Lebanon – South, Tyre, and Lebanese Drivers

Going to places that are not on Google and other offline maps is always interesting. I put in the Geographic coordinates in my GPS and set off to the areas I could go without requiring special permission from the Lebanese army.

During the morning breakfast, I met a group of 4, possibly Swiss staying at our hotel. They had tried to go to areas that need special permission, and as they didn’t have that paperwork, were turned back.

Beaufort Castle, or Qala’at al-Shaqif was the first stop. Not having turn by turn directions and driving on new roads created after the war meant I’d have to use my homing instincts in giving directions to my husband, some road were tight dead-ends which were extremely hard to reverse out of. Asking for directions doesn’t help. I don’t speak french and knew some Quranic Arabic. Anyone I asked directions from was puzzled when I didn’t respond in Arabic (I was wearing a black abaya). I barely managed to explain I was an “Ajnabi” – literally stranger (to here).

The castle was deserted which gave it’s charm. It overlooked the south from a dizzying height – I was glad I visited as it was definitely off the beaten track.

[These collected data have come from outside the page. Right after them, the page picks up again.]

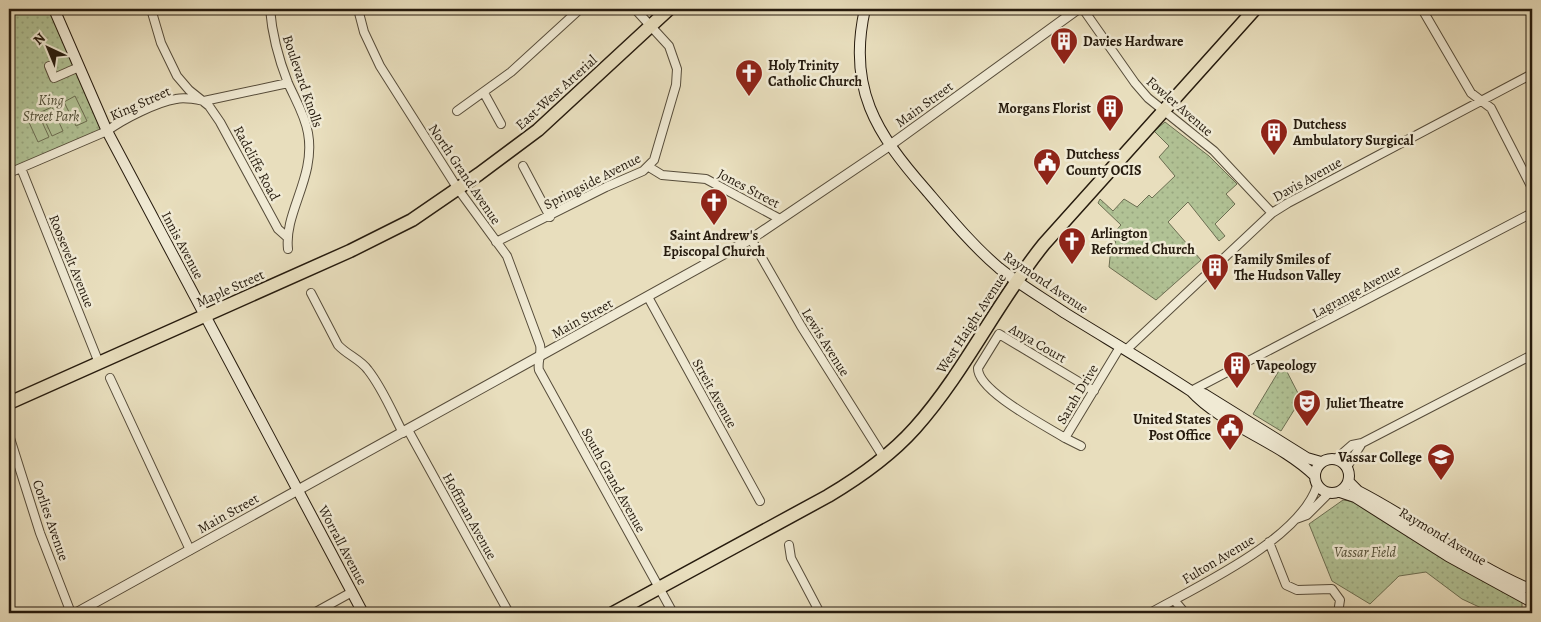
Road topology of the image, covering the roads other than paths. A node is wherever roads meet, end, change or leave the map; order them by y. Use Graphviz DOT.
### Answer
graph roads {
  1 [pos="54,9"];
  2 [pos="151,9"];
  3 [pos="270,9"];
  4 [pos="358,9"];
  5 [pos="580,9"];
  6 [pos="635,9"];
  7 [pos="669,9"];
  8 [pos="865,9"];
  9 [pos="1078,9"];
  10 [pos="1083,9"];
  11 [pos="1255,9"];
  12 [pos="1422,9"];
  13 [pos="1065,13"];
  14 [pos="651,26"];
  15 [pos="49,66"];
  16 [pos="80,67"];
  17 [pos="1532,74"];
  18 [pos="288,83"];
  19 [pos="484,93"];
  20 [pos="204,101"];
  21 [pos="1482,101"];
  22 [pos="457,110"];
  23 [pos="1164,111"];
  24 [pos="501,124"];
  25 [pos="108,131"];
  26 [pos="890,146"];
  27 [pos="524,166"];
  28 [pos="649,167"];
  29 [pos="21,168"];
  30 [pos="9,173"];
  31 [pos="1532,188"];
  32 [pos="458,189"];
  33 [pos="1272,213"];
  34 [pos="1532,213"];
  35 [pos="550,217"];
  36 [pos="780,219"];
  37 [pos="287,237"];
  38 [pos="751,238"];
  39 [pos="496,242"];
  40 [pos="288,249"];
  41 [pos="1017,281"];
  42 [pos="311,293"];
  43 [pos="648,297"];
  44 [pos="205,316"];
  45 [pos="1123,348"];
  46 [pos="1532,355"];
  47 [pos="540,357"];
  48 [pos="99,363"];
  49 [pos="110,378"];
  50 [pos="1191,390"];
  51 [pos="1094,391"];
  52 [pos="9,403"];
  53 [pos="406,431"];
  54 [pos="9,435"];
  55 [pos="1065,438"];
  56 [pos="1362,443"];
  57 [pos="1081,446"];
  58 [pos="884,458"];
  59 [pos="1336,459"];
  60 [pos="1321,462"];
  61 [pos="1347,466"];
  62 [pos="1316,481"];
  63 [pos="1349,482"];
  64 [pos="297,490"];
  65 [pos="1340,492"];
  66 [pos="1329,494"];
  67 [pos="760,502"];
  68 [pos="1294,520"];
  69 [pos="1269,542"];
  70 [pos="789,545"];
  71 [pos="190,550"];
  72 [pos="659,588"];
  73 [pos="1532,590"];
  74 [pos="352,592"];
  75 [pos="1174,600"];
  76 [pos="1532,602"];
  77 [pos="71,613"];
  78 [pos="76,613"];
  79 [pos="314,613"];
  80 [pos="364,613"];
  81 [pos="509,613"];
  82 [pos="613,613"];
  83 [pos="673,613"];
  84 [pos="820,613"];
  85 [pos="1150,613"];
  86 [pos="1185,613"];
  87 [pos="1338,613"];
  1 -- 16 [label="main road, Innis Avenue"];
  2 -- 20 [label="street, Radcliffe Road"];
  3 -- 18 [label="street, Boulevard Knolls"];
  4 -- 32 [label="street, North Grand Avenue"];
  5 -- 19 [label="street"];
  6 -- 14 [label="street, Springside Avenue"];
  7 -- 14 [label="highway, East-West Arterial"];
  8 -- 26 [label="main road, Raymond Avenue"];
  9 -- 13 [label="street, Main Street"];
  10 -- 23 [label="street, Fowler Avenue"];
  11 -- 23 [label="highway, West Haight Avenue"];
  12 -- 21 [label="street"];
  13 -- 26 [label="street, Main Street"];
  14 -- 28 [label="street, Springside Avenue"];
  14 -- 32 [label="highway, East-West Arterial"];
  15 -- 16 [label="street"];
  16 -- 25 [label="main road, Innis Avenue"];
  17 -- 21 [label="street, Davis Avenue"];
  18 -- 20 [label="street, King Street"];
  18 -- 37 [label="street, Boulevard Knolls"];
  19 -- 22 [label="street"];
  19 -- 24 [label="street"];
  20 -- 25 [label="street, King Street"];
  20 -- 37 [label="street, Radcliffe Road"];
  21 -- 31 [label="street"];
  21 -- 33 [label="street, Davis Avenue"];
  23 -- 33 [label="street, Fowler Avenue"];
  23 -- 41 [label="highway, West Haight Avenue"];
  25 -- 29 [label="street, King Street"];
  25 -- 44 [label="main road, Innis Avenue"];
  26 -- 36 [label="street, Main Street"];
  26 -- 41 [label="main road, Raymond Avenue"];
  27 -- 35 [label="street"];
  28 -- 35 [label="street, Springside Avenue"];
  28 -- 36 [label="street, Jones Street"];
  29 -- 30 [label="street, King Street"];
  29 -- 48 [label="street, Roosevelt Avenue"];
  32 -- 39 [label="street, North Grand Avenue"];
  32 -- 44 [label="highway, Maple Street"];
  33 -- 45 [label="street, Davis Avenue"];
  34 -- 50 [label="street, Lagrange Avenue"];
  35 -- 39 [label="street, Springside Avenue"];
  36 -- 38 [label="street, Main Street"];
  37 -- 40 [label="street, Boulevard Knolls"];
  38 -- 43 [label="street, Main Street"];
  38 -- 58 [label="street, Lewis Avenue"];
  39 -- 47 [label="street, North Grand Avenue"];
  41 -- 45 [label="main road, Raymond Avenue"];
  41 -- 58 [label="highway, West Haight Avenue"];
  42 -- 53 [label="street"];
  43 -- 47 [label="street, Main Street"];
  43 -- 67 [label="street, Streit Avenue"];
  44 -- 48 [label="highway, Maple Street"];
  44 -- 64 [label="main road, Innis Avenue"];
  45 -- 50 [label="main road, Raymond Avenue"];
  45 -- 51 [label="street, Sarah Drive"];
  46 -- 56 [label="street"];
  47 -- 53 [label="street, Main Street"];
  47 -- 72 [label="street, South Grand Avenue"];
  48 -- 52 [label="highway, Maple Street"];
  49 -- 71 [label="street"];
  50 -- 60 [label="main road, Raymond Avenue"];
  50 -- 62 [label="main road, Raymond Avenue"];
  51 -- 55 [label="street, Sarah Drive"];
  51 -- 55 [label="street, Anya Court"];
  53 -- 64 [label="street, Main Street"];
  53 -- 81 [label="street, Hoffman Avenue"];
  54 -- 77 [label="street, Corlies Avenue"];
  55 -- 57 [label="street, Sarah Drive"];
  56 -- 59 [label="street"];
  56 -- 61 [label="street"];
  58 -- 72 [label="highway, West Haight Avenue"];
  59 -- 60 [label="main road"];
  59 -- 61 [label="main road"];
  60 -- 62 [label="main road"];
  61 -- 63 [label="main road"];
  62 -- 66 [label="main road"];
  62 -- 68 [label="street, Fulton Avenue"];
  63 -- 65 [label="main road"];
  63 -- 73 [label="main road, Raymond Avenue"];
  64 -- 71 [label="street, Main Street"];
  64 -- 74 [label="main road, Worrall Avenue"];
  65 -- 66 [label="main road"];
  65 -- 76 [label="main road, Raymond Avenue"];
  66 -- 68 [label="street, Fulton Avenue"];
  68 -- 69 [label="street, Fulton Avenue"];
  69 -- 75 [label="street, Fulton Avenue"];
  69 -- 87 [label="street"];
  70 -- 84 [label="street"];
  71 -- 78 [label="street, Main Street"];
  72 -- 82 [label="highway, West Haight Avenue"];
  72 -- 83 [label="street, South Grand Avenue"];
  74 -- 79 [label="street"];
  74 -- 80 [label="main road, Worrall Avenue"];
  75 -- 85 [label="street, Fulton Avenue"];
  75 -- 86 [label="street"];
}
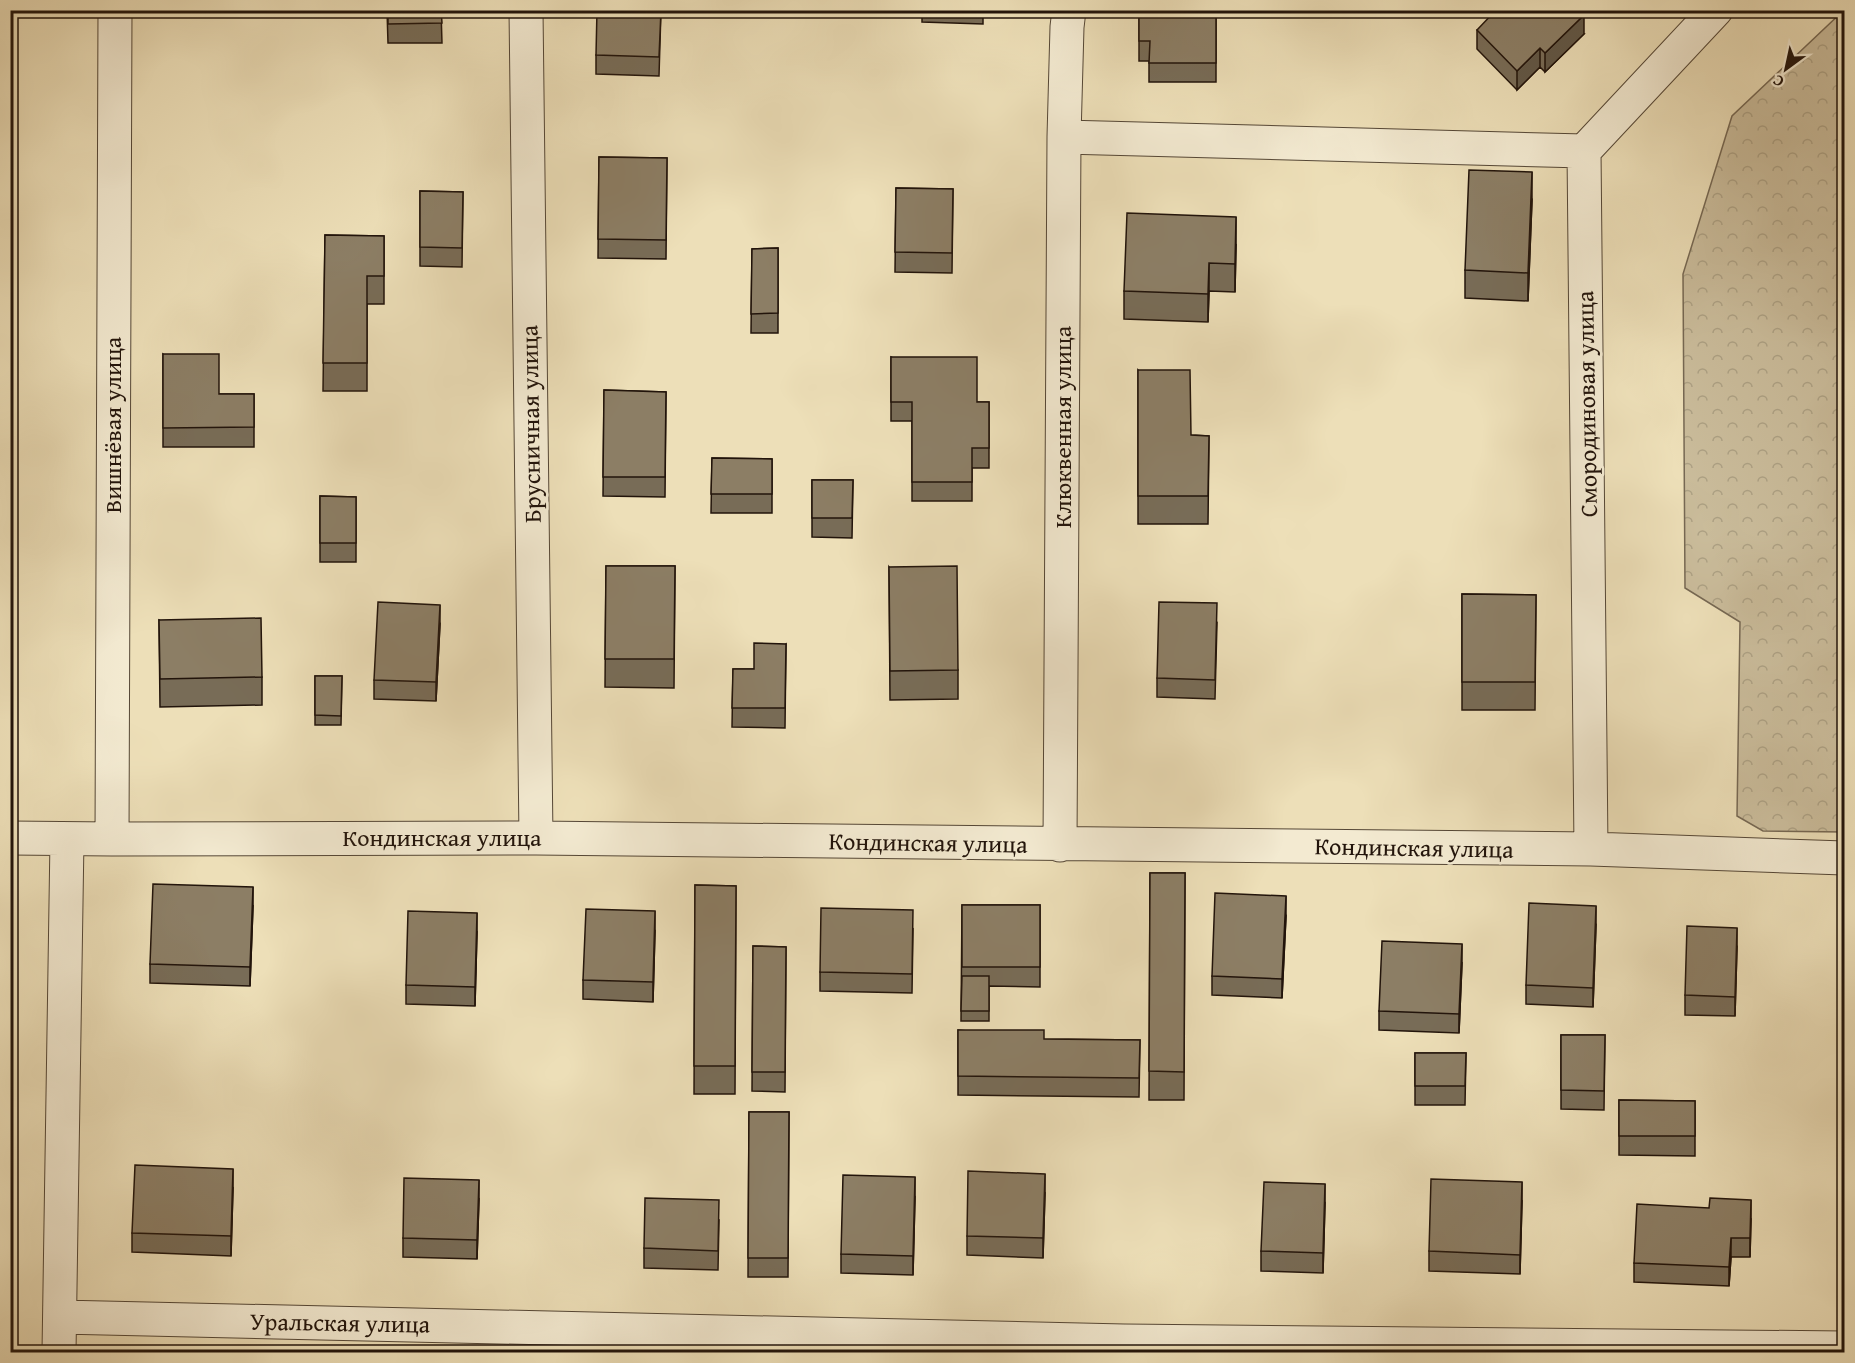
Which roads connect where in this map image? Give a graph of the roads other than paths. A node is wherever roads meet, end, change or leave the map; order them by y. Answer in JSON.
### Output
{"nodes":[{"id":1,"x":115,"y":10,"type":"edge"},
{"id":2,"x":526,"y":10,"type":"edge"},
{"id":3,"x":1069,"y":10,"type":"edge"},
{"id":4,"x":1716,"y":10,"type":"edge"},
{"id":5,"x":1064,"y":137,"type":"junction"},
{"id":6,"x":1584,"y":152,"type":"junction"},
{"id":7,"x":10,"y":838,"type":"edge"},
{"id":8,"x":536,"y":838,"type":"junction"},
{"id":9,"x":67,"y":839,"type":"junction"},
{"id":10,"x":112,"y":840,"type":"junction"},
{"id":11,"x":1060,"y":845,"type":"junction"},
{"id":12,"x":1592,"y":849,"type":"junction"},
{"id":13,"x":1845,"y":858,"type":"edge"},
{"id":14,"x":60,"y":1317,"type":"junction"},
{"id":15,"x":1845,"y":1348,"type":"edge"},
{"id":16,"x":59,"y":1353,"type":"edge"}],
"edges":[{"from":1,"to":10,"type":"street","name":"Вишнёвая улица"},
{"from":2,"to":8,"type":"street","name":"Брусничная улица"},
{"from":3,"to":5,"type":"street","name":"Клюквенная улица"},
{"from":4,"to":6,"type":"street"},
{"from":5,"to":6,"type":"street"},
{"from":5,"to":11,"type":"street","name":"Клюквенная улица"},
{"from":6,"to":12,"type":"street","name":"Смородиновая улица"},
{"from":7,"to":9,"type":"street","name":"Кондинская улица"},
{"from":8,"to":10,"type":"street","name":"Кондинская улица"},
{"from":8,"to":11,"type":"street","name":"Кондинская улица"},
{"from":9,"to":10,"type":"street","name":"Кондинская улица"},
{"from":9,"to":14,"type":"street"},
{"from":11,"to":12,"type":"street","name":"Кондинская улица"},
{"from":12,"to":13,"type":"street","name":"Кондинская улица"},
{"from":14,"to":15,"type":"street","name":"Уральская улица"},
{"from":14,"to":16,"type":"street"}]}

Mleeta, again was on no maps or guide books that I had, and using Geographic coordinates and homing instincts to make my way. Mleeta is a Hezbollah touristic site not in the special permission zone. It had a tank with it’s middle nose turned and hidden bunkers. Interestingly, I spotted a few Europeans as well. Listening to the Azan was a bit surprising as it had a few lines I haven’t heard before. I suppose Shia azan is different.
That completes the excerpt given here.